Yes, we all know people who have a stash of plastic bags at home that they have picked up from grocery shopping and other outings, and it seems that the easy thing to do would be to dip into this excess and reuse them. But are we looking at the whole picture? You have people in grocery stores walking around with armfuls of plastic bags and now you have a security issue.
Baltimore City Councilman Bill Henry (D-4th District) says this tax will get people to think if they really need the bag. But has he thought about the mother of four with one check struggling to make ends meet who has no car and has to carry those groceries home? I guess she could get a couple of canvas bags and make multiple trips, but that does not really seem very practical.
I remember when the housing market came crashing down September of last year and speculators began to say that the home-market bubble burst was the result of the poor. So maybe Councilman Henry feels that now is the time for the poor, for those who are hit the hardest by this recession, those who have lost their jobs through no fault of their own, those who live on fixed incomes, to do their part in this green initiative and pay up their share, 'cause heaven knows that here in Baltimore, where jobs are scarce, where the city just laid off a group of city employees from the trash department, that they have not paid enough.
Edward Ericson Jr. responds: The bill in question, 08-0205, is due out of committee by June 16. The draft bill proposes an outright ban on flimsy plastic bags, not a 25 cent charge for them.
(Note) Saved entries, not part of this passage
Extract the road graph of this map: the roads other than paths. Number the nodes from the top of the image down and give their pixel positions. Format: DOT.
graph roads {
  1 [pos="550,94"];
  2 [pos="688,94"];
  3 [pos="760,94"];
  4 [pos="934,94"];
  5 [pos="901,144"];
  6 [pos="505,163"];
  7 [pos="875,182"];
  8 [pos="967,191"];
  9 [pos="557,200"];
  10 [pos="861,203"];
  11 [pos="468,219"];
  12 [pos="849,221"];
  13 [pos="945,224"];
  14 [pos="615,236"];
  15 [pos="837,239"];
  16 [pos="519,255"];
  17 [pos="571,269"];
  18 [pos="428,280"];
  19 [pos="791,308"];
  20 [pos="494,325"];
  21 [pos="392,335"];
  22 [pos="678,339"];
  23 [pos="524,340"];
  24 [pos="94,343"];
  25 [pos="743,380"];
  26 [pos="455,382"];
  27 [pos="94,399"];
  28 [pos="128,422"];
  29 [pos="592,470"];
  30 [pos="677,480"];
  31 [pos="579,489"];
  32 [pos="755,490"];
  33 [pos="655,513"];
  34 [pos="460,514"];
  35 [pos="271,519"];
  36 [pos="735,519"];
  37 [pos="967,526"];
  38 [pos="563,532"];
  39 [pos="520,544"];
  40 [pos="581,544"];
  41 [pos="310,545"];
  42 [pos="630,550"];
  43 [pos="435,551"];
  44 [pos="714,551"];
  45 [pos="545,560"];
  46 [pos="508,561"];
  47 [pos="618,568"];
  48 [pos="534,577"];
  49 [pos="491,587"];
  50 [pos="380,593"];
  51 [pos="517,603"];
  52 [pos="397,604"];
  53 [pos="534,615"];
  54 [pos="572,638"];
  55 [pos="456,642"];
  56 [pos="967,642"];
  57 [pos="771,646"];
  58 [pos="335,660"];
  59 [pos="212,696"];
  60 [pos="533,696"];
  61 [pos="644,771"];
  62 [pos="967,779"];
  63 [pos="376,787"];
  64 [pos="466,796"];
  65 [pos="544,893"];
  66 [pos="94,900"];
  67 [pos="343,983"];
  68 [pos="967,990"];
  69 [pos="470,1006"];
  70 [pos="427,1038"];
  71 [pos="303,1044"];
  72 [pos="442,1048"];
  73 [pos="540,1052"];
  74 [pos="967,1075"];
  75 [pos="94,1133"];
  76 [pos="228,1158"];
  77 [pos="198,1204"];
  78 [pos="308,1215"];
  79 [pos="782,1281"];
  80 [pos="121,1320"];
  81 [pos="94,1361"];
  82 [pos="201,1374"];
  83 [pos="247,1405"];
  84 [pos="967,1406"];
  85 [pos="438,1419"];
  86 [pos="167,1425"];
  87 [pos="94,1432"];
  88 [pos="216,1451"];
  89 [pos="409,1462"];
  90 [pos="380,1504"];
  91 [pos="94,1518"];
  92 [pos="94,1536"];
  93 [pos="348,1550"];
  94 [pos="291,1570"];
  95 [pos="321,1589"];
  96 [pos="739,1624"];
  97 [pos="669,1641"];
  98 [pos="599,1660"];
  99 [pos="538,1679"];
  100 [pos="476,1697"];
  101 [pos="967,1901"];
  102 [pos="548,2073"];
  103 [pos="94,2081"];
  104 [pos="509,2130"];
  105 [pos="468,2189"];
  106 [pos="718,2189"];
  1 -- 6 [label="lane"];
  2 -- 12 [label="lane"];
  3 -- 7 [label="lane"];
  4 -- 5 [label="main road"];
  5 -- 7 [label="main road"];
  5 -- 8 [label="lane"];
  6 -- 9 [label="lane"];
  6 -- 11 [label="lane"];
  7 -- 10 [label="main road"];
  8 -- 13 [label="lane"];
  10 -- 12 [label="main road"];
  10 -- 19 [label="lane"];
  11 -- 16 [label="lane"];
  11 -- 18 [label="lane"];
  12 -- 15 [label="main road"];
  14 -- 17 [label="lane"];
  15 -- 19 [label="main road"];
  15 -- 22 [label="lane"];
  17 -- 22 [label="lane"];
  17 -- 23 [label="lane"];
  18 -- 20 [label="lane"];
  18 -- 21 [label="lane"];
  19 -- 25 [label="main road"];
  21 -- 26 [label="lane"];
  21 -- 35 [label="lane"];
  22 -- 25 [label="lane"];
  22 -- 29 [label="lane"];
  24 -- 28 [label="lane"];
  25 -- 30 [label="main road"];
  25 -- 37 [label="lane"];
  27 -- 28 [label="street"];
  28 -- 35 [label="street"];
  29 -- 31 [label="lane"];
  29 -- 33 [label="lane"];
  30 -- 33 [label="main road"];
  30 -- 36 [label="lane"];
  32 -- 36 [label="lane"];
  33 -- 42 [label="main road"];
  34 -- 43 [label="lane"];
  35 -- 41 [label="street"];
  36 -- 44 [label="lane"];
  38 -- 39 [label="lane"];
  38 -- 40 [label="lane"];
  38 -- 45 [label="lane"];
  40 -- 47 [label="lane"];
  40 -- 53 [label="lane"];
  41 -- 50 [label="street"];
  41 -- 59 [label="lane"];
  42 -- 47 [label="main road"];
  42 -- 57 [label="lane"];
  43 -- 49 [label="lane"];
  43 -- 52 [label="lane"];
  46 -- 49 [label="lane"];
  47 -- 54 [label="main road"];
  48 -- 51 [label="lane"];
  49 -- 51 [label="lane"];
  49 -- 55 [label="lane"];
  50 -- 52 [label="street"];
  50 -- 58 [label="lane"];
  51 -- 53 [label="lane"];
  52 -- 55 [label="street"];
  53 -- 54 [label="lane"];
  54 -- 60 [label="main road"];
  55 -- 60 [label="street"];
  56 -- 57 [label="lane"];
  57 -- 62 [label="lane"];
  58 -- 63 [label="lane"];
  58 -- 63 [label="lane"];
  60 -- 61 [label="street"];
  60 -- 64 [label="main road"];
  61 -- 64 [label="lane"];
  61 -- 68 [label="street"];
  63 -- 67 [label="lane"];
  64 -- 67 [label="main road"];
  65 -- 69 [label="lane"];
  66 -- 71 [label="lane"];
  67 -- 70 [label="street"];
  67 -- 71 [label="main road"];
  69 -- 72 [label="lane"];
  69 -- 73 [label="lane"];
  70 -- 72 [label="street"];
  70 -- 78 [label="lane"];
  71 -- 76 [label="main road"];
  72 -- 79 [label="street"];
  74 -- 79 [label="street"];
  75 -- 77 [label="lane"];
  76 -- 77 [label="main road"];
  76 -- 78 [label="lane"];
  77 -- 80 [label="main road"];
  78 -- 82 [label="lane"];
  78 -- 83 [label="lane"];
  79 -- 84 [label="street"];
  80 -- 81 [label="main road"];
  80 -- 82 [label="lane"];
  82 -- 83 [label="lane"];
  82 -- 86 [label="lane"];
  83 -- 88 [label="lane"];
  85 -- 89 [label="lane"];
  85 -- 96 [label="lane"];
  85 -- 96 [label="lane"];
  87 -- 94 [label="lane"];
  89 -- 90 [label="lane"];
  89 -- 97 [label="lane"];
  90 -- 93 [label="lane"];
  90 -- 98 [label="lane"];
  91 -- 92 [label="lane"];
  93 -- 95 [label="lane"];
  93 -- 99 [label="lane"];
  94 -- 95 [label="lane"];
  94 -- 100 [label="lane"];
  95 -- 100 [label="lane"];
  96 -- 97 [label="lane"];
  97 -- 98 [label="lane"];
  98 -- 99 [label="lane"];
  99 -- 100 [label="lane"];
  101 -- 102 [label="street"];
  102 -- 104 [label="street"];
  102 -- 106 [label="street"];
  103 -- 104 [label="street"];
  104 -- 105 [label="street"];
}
The report on the bill by the Commission on Sustainability, was completed on June 4 and can be viewed online at http://legistar.baltimorecitycouncil.com/attachments/4653.pdf.
Corrections: Councilmania goofed big time in its last episode (Mobtown Beat, May 27). First, by misstating the date of the next Council meeting as June 8 (instead of June 1) and then by claiming the council advanced the One Plus One trash bill "without amendment." In fact, the bill had seven pages of substantive amendments; only those offered by Councilman William Cole (D-11th District) were defeated. City Paper regrets the errors.
In last week's Dirty Projectors story ("The Omnivore's Dilemma," Music, June 3), Dave Longstreth was misidentified in the caption for the accompanying photograph. He was in the 8 o'clock position rather than the 5 o'clock position. City Paper regrets the error.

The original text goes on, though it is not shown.